ヤマダカナン先生(以下:ヤマダ):意外に思われるかもしれませんが、親元を離れてから子どもを産むまでは、母親に対してほとんど何も思っていなかったんです。

1年に1回会うか会わないかなので、そんなに母親に対してあれこれ考える機会もなくて。

というより、考えないようにしていたという方が正しいかもしれませんね。

幼少期も頭ごなしに怒鳴られたり、大人になってからも話してほしいことをごまかされたり嘘をつかれたりしていたので……。

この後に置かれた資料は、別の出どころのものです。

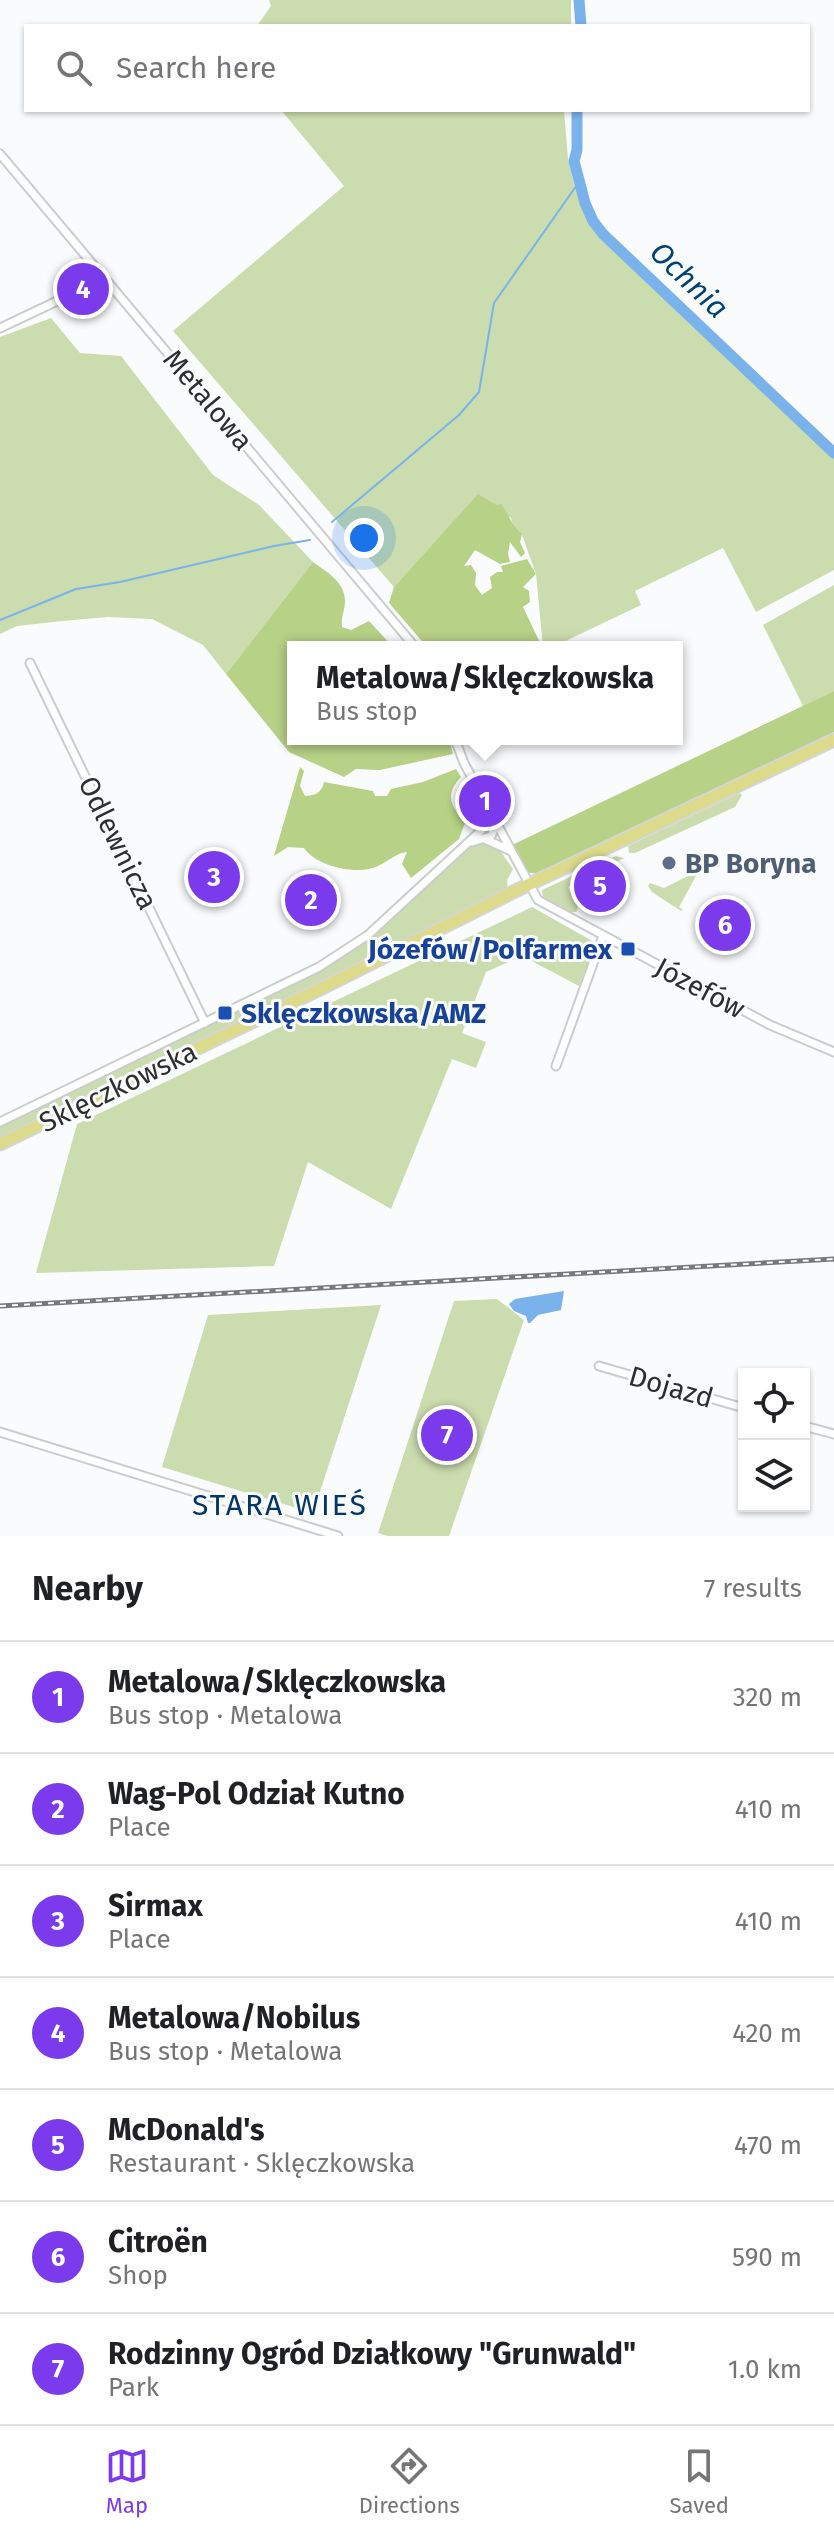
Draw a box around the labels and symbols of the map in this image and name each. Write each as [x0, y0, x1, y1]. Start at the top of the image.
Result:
water label: Ochnia [642, 234, 736, 326]
pin: 4 [57, 259, 109, 319]
street label: Metalowa [156, 343, 260, 457]
your location [344, 518, 384, 558]
street label: Odlewnicza [72, 771, 164, 915]
pin: 1 [459, 771, 511, 831]
pin: 3 [188, 847, 240, 907]
place label: BP Boryna [685, 847, 817, 880]
marker: BP Boryna [660, 854, 678, 872]
pin: 5 [574, 856, 626, 916]
pin: 2 [285, 870, 337, 930]
pin: 6 [699, 895, 751, 955]
place label: Józefów/Polfarmex [367, 933, 613, 966]
marker: Józefów/Polfarmex [619, 940, 637, 958]
street label: Józefów [649, 951, 751, 1025]
place label: Sklęczkowska/AMZ [241, 997, 486, 1030]
marker: Sklęczkowska/AMZ [216, 1004, 234, 1022]
street label: Sklęczkowska [34, 1035, 202, 1139]
street label: Dojazd [625, 1359, 717, 1415]
pin: 7 [421, 1405, 473, 1465]
district label: STARA WIEŚ [192, 1487, 368, 1523]

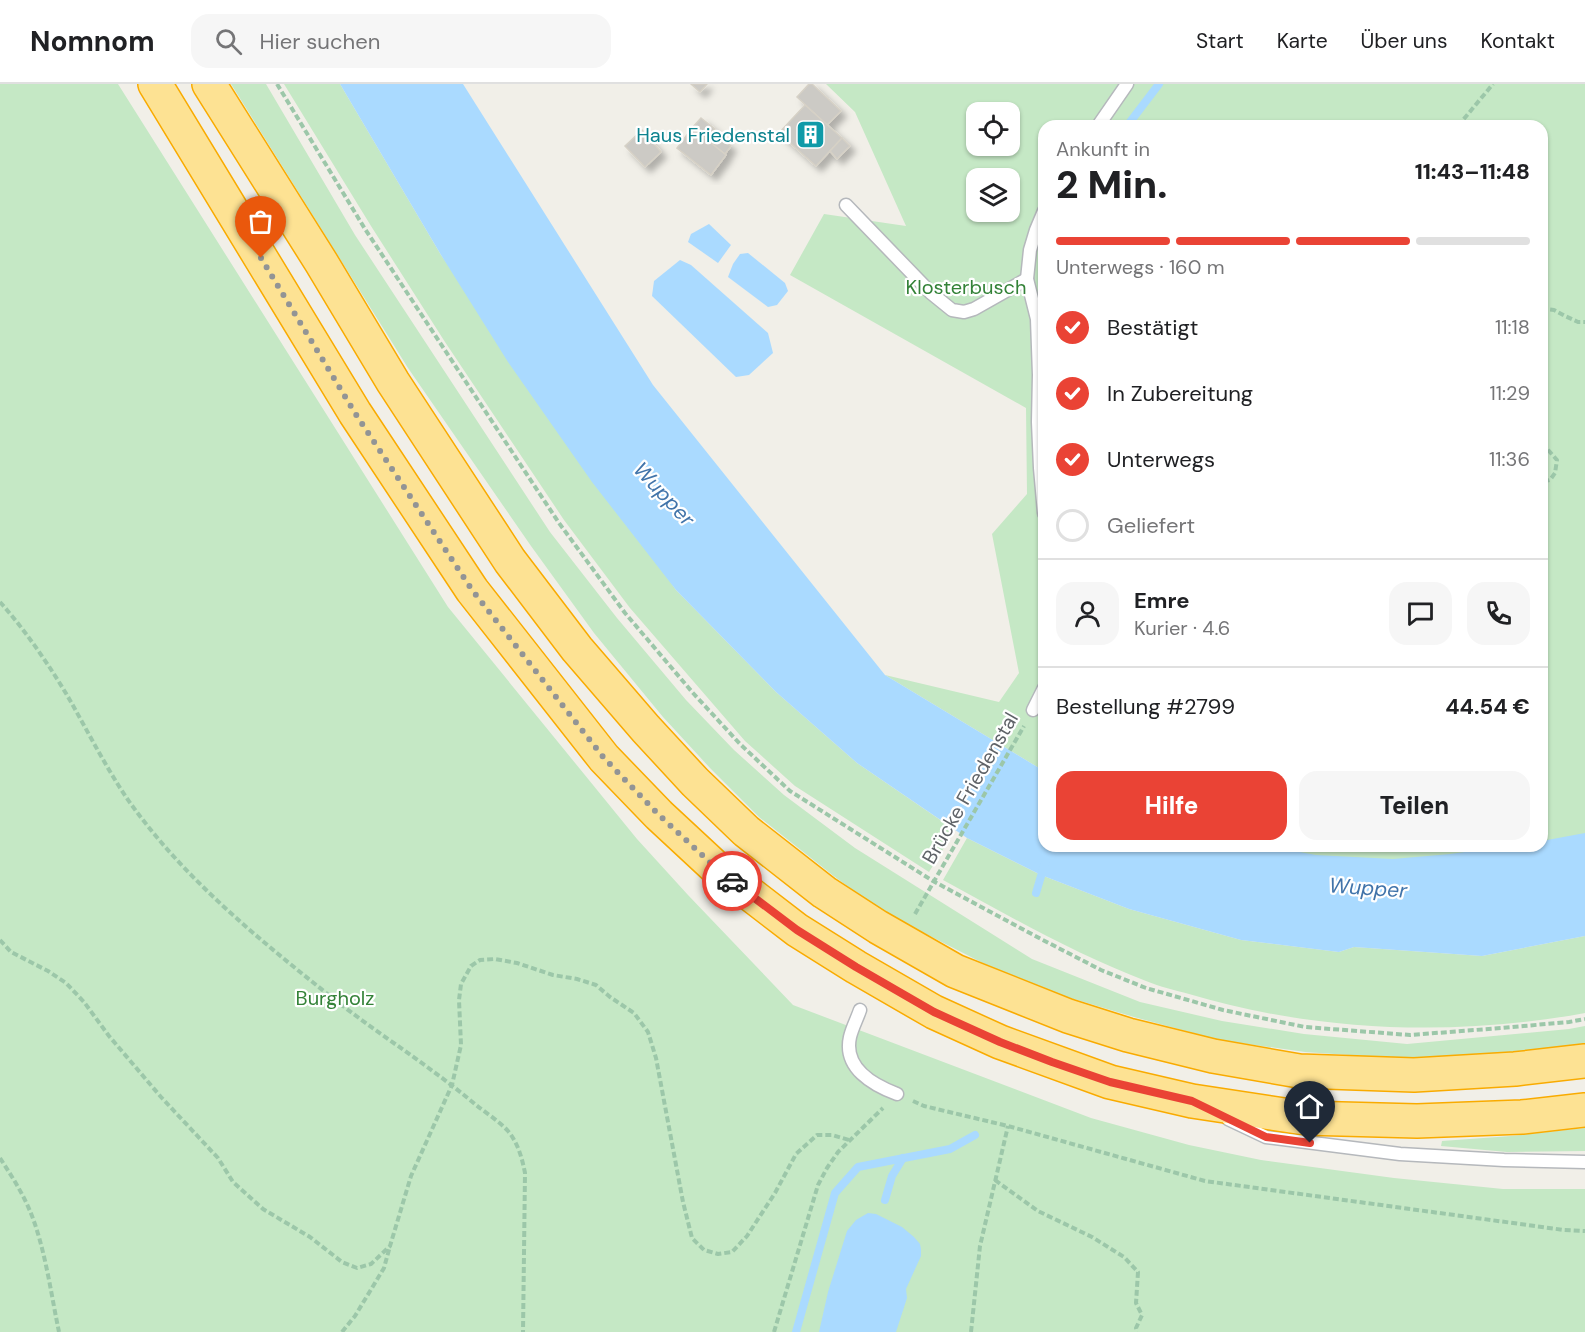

「母親に対して今さら何かを思ったり、話したりしたところで、母親は変わらない。だったら私の意識を変えるしかないんだ」って、ある意味あきらめていました。

――自分の中にある母親へのマイナスな意識を閉じ込めていた、ということでしょうか?

ヤマダ:そうだと思います、思考を停止させていたというか。でもやっぱり、考えないようにしていても確実に影響はしているんですよね。

頭ごなしに怒られたり、自分のやりたいことをさせてもらえなかったり、話を聞いてもらえなかった経験からか、今でも自己肯定感の低さというのは自分自身で実感します。

だから子どもを産んで育てるという行為に対しても、「私なんかができるわけがない」って思っていました。

あと、産んだら母親みたいな子育てをしちゃうんじゃないかっていう不安も大きかったですね。私にとって母親のロールモデルは私の母親しかいないので、怖かったです。